A frequent criticism levelled at laissez-faire economics is that under such a system it wouldn’t be long before a few greedy people control everything. In other words, unless the government steps in to stop them, monopolies will rear their ugly heads. These, we are told, are bad, for three reasons: (1) they charge very high prices with im[p]unity; (2) they don’t have to offer a fair or good service; and (3) they are powerful enough to forcefully prevent competition. Because they have a monopoly, they do not have competition to worry about, and therefore can hold the helpless consumer over the proverbial barrel. In addition, so low has the reputation for businessmen sunk (and not without some justification), it is claimed that should someone try to compete, the monopolist will stop at nothing to bankrupt them.
Our personal experience over the last few years has shown that these beliefs are perhaps the most widespread and tenaciously held of all the beliefs about a free market. It has been particularly noticeable that they exert great influence over economic students in our high schools. It is important, then, that they should be carefully examined.
If we look around the Australian economy today, using the above three criteria, what, if any, “anti-monopolies” can we find? What companies are there that charge exorbitant prices, offer lousy service, and act to prevent (by force if necessary) competition? By these criteria, there is at least one such monopoly and it stands head and shoulders above its rivals: Australia Post. Nearest to it on the scale of extortion, inefficiency and standover tactics, are Telecom, and the various Public Transport Commissions. Crazily the government which is supposed to step in and protect us from monopolies, actually creates the worst of them.

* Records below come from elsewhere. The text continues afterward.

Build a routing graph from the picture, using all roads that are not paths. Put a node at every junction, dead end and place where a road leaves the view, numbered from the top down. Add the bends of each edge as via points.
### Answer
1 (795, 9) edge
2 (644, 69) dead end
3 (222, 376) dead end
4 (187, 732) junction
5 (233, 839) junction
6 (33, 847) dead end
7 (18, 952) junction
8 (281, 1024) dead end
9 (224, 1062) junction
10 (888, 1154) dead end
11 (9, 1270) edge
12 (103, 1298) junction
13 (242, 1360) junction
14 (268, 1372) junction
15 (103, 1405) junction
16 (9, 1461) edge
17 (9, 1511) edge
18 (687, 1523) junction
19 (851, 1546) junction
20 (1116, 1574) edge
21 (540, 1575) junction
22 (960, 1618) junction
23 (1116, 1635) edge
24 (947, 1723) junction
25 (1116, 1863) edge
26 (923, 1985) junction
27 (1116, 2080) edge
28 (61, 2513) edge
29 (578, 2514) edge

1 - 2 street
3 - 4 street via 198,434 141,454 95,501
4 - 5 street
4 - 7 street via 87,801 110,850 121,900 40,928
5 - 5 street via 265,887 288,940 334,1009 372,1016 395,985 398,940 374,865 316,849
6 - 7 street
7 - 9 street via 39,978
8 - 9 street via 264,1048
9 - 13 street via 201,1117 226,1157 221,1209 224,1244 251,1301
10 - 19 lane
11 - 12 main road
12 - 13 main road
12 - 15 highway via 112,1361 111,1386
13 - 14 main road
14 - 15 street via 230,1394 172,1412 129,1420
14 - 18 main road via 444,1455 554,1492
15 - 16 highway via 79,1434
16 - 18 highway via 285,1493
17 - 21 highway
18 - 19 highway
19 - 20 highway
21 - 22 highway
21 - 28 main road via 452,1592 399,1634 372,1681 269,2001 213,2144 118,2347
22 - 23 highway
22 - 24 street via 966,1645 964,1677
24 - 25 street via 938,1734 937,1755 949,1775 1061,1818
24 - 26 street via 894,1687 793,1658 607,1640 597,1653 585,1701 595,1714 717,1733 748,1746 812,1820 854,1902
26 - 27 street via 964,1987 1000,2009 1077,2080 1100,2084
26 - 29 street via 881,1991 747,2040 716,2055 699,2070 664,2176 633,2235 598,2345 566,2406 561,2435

Private enterprise could and would compete with the Post Office, Telecom and the field of public transport if it wasn’t stopped by law from doing so, and could easily provide better services and products at lower prices.

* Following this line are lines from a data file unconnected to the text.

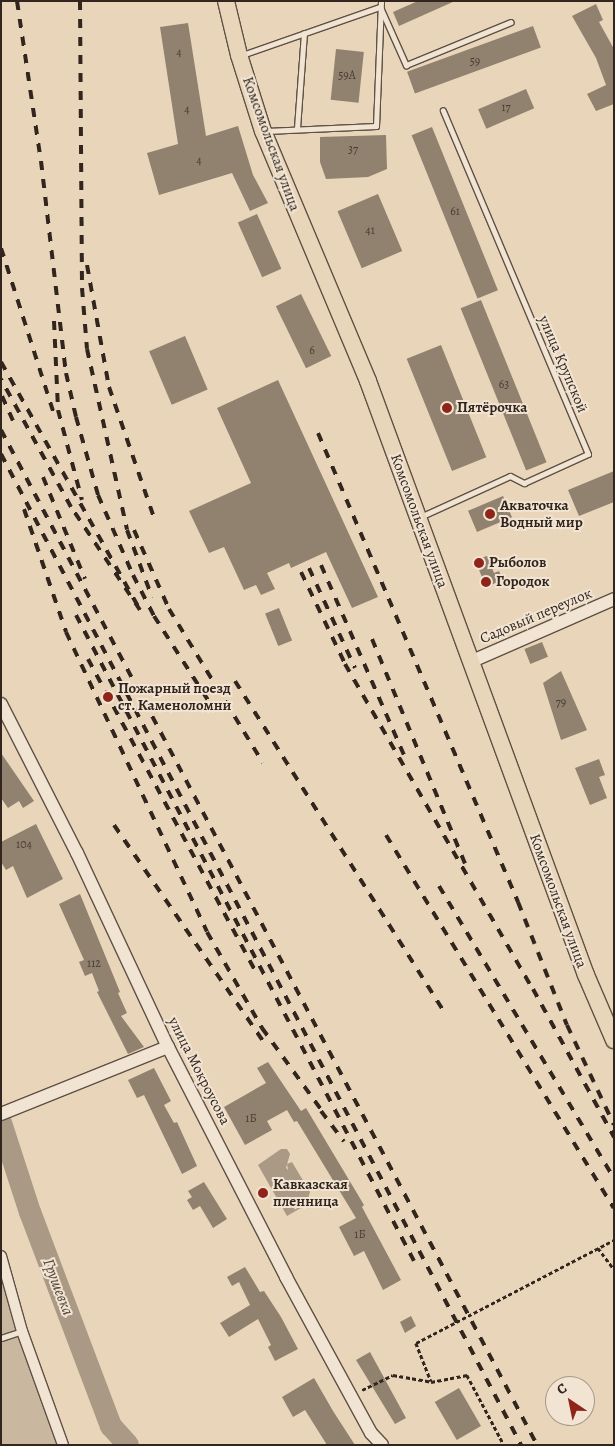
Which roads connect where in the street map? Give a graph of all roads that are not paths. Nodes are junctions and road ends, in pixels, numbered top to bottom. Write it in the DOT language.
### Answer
graph roads {
  1 [pos="226,1"];
  2 [pos="381,4"];
  3 [pos="511,22"];
  4 [pos="304,33"];
  5 [pos="239,56"];
  6 [pos="443,110"];
  7 [pos="297,128"];
  8 [pos="263,131"];
  9 [pos="418,518"];
  10 [pos="614,599"];
  11 [pos="470,662"];
  12 [pos="1,704"];
  13 [pos="614,1040"];
  14 [pos="168,1047"];
  15 [pos="7,1112"];
  16 [pos="1,1256"];
  17 [pos="22,1331"];
  18 [pos="1,1338"];
  19 [pos="61,1444"];
  20 [pos="382,1445"];
  1 -- 5 [label="main road, Комсомольская улица"];
  2 -- 3 [label="lane"];
  2 -- 4 [label="lane"];
  2 -- 7 [label="lane"];
  4 -- 5 [label="lane"];
  4 -- 7 [label="lane"];
  5 -- 8 [label="main road, Комсомольская улица"];
  6 -- 9 [label="lane, улица Крупской"];
  7 -- 8 [label="lane"];
  8 -- 9 [label="main road, Комсомольская улица"];
  9 -- 11 [label="main road, Комсомольская улица"];
  10 -- 11 [label="street, Садовый переулок"];
  11 -- 13 [label="main road, Комсомольская улица"];
  12 -- 14 [label="street, улица Мокроусова"];
  14 -- 15 [label="street"];
  14 -- 20 [label="street, улица Мокроусова"];
  16 -- 17 [label="street"];
  17 -- 18 [label="lane"];
  17 -- 19 [label="street"];
}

To add insult to injury, those monopolies that have existed, or do exist, that are generally viewed as free market monopolies are nothing of the sort. A genuine free market monopoly would be one that comes into being on the open market without the benefit of any government granted privileges: no tax concessions, no tariffs, no wage restrictions, no subsidies, no quotas, no government competition restrictions, no land grants, etc. Analysis of the economic history of many of the largest companies in, for example, the United States, has clearly shown how these companies have grown, not in spite of government restrictions, but precisely because of government restrictions.1 They have used the government to gain advantages over their competition and have grown up in an artificial and protected environment. It can probably be said that multinational companies would not be so large or so dominant today had they not had this assistance throughout their history.

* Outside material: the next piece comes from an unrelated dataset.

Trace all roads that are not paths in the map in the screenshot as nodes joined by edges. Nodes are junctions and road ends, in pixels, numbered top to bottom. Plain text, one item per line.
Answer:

A company trying to hold a monopoly on a truly free market is like a football team trying to remain premiers forever. When a team is last in the competition, they have everything to gain and nothing to lose. They have incentive, because they have a real, visible goal, and a struggle ahead that dominates irrelevancies such as personality conflicts within their own team — such trappings are a luxury they cannot afford. They train harder, try harder, think harder. They experiment and develop new combinations and styles. They have to if they are to win. Once they have won, however, then troubles start. Incentive gradually or quickly dies, ego problems arise, players become so involved in the glory they forget about the work. Pressures increase, conflicts grow and eventually the team falls apart. Good players get bought up by the up-and-coming clubs at higher and higher prices, and the club is back to square one. And the cycle continues.
The same tendencies are true of businesses. There are, in addition, other factors — the problems of size. The larger a company becomes, the more bureaucratic and inefficient it becomes. Its staff work rigidly to schedule, whereas in small companies they are more likely to work any and all hours of any and all days. These simple human factors ensure that enough small companies will always start and survive to challenge the big ones. They are assisted by several important economic factors.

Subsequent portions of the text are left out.